If you just looked at her you'd see an earnest young professional woman, quiet, modestly-dressed, solitary, aloof. If you looked at her and actually saw her, you'd see her as she truly is. And if you saw her as she truly is, the buildings of Providence would turn transparent and fade away like pale wisps of white smoke. The park benches would reveal themselves as stelae of green-veined marble, delicately etched with symbols that tickle at the contours of your memory and seem almost, almost, almost intelligible. Birdsong, muted by the cough of diesel bus motors and the incessant hum of traffic, would become perfectly mellifluous and so absolutely clear that the sound of it would resonate through the bones of your jaw. If you truly saw her, the smells of the small city park...exhaust fumes layered over french fry grease and the post-nasal stink of pesticides...would dissipate and the air would be filled with the scent of something not-quite-jasmine and not-quite-lilac. And she herself would be clad in tribal garb and painted with pallid, aboriginal daubs.

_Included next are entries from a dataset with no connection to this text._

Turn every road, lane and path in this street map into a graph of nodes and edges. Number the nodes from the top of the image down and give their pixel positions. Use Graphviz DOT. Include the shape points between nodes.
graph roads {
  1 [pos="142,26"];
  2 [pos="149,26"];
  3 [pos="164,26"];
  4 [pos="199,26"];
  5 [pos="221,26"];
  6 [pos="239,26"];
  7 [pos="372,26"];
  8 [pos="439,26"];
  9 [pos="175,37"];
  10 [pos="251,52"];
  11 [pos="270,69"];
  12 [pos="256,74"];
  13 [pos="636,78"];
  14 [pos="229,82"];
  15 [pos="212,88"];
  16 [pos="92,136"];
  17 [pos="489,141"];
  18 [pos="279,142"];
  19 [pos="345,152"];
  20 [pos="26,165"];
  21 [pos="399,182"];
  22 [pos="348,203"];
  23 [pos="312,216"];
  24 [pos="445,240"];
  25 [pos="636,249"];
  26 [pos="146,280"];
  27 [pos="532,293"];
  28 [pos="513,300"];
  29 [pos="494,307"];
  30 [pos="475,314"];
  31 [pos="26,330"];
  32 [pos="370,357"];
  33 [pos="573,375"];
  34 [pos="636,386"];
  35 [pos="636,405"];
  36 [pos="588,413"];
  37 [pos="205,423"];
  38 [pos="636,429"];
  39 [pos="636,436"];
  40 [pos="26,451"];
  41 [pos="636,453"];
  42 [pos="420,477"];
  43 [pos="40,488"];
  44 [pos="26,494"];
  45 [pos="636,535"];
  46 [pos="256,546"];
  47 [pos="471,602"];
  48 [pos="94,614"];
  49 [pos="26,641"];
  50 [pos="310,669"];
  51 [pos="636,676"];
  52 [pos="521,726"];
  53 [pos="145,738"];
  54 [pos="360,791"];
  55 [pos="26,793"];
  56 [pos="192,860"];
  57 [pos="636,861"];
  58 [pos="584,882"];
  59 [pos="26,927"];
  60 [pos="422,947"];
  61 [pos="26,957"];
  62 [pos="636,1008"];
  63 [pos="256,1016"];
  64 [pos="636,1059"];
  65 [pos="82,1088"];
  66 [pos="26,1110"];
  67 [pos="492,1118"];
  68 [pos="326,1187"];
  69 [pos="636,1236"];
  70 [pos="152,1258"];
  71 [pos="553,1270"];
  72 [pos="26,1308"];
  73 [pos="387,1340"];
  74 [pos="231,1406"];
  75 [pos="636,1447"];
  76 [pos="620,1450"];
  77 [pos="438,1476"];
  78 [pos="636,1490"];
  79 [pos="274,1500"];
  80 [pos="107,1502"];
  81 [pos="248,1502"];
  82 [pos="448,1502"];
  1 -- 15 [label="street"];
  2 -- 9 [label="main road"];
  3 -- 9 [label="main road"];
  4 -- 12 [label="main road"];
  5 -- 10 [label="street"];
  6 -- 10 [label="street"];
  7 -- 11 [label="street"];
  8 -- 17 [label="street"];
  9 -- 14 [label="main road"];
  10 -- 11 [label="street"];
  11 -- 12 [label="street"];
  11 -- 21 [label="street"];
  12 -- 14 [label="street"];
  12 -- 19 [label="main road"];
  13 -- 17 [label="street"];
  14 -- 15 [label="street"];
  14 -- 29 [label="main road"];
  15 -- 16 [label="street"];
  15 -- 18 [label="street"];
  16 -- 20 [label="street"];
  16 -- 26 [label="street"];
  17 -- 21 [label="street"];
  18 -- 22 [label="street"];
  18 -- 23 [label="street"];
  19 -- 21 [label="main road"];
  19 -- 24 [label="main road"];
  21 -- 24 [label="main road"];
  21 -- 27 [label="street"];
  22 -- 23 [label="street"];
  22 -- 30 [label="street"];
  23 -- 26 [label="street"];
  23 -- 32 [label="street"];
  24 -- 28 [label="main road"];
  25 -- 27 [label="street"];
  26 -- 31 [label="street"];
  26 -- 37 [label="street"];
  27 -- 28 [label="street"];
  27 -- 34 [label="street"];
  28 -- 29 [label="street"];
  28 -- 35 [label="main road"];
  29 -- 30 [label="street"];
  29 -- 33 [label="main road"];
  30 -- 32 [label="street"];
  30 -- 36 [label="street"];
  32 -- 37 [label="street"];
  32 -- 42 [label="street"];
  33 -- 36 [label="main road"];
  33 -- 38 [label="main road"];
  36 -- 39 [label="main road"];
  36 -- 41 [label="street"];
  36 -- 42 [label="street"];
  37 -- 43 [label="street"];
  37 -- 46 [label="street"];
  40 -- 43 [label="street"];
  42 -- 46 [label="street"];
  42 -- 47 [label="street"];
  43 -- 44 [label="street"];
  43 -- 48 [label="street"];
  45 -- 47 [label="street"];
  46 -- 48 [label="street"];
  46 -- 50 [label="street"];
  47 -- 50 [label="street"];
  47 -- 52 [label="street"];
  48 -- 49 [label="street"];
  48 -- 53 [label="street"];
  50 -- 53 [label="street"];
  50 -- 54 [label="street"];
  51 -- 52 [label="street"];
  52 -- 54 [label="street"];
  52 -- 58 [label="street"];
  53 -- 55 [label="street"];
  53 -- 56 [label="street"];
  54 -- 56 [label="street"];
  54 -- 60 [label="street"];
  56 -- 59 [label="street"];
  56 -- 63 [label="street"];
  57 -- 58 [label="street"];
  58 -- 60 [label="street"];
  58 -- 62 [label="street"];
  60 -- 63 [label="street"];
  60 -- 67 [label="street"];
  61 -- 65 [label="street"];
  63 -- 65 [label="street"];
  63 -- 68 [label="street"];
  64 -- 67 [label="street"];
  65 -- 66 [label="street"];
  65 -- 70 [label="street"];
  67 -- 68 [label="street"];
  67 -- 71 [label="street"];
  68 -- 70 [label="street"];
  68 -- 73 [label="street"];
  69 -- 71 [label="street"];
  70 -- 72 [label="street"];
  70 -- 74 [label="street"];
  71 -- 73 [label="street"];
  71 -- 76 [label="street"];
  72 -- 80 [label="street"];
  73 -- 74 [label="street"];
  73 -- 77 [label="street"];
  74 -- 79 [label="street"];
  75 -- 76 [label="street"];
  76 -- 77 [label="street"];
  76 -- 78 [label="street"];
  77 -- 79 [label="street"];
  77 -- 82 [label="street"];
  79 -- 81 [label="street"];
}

The Roberta Chiarella barrettes in her hair would be transformed into ornately plaited leafs and feathers.

But to see her as she truly is, you must use a different set of eyes. Your eyes must be much much older, or much much younger. Then, when her lunch hour ends and she walks back to her office building and to her fourth floor computer station, you could see that on the bench where she ate her falafel lies a single peacock feather.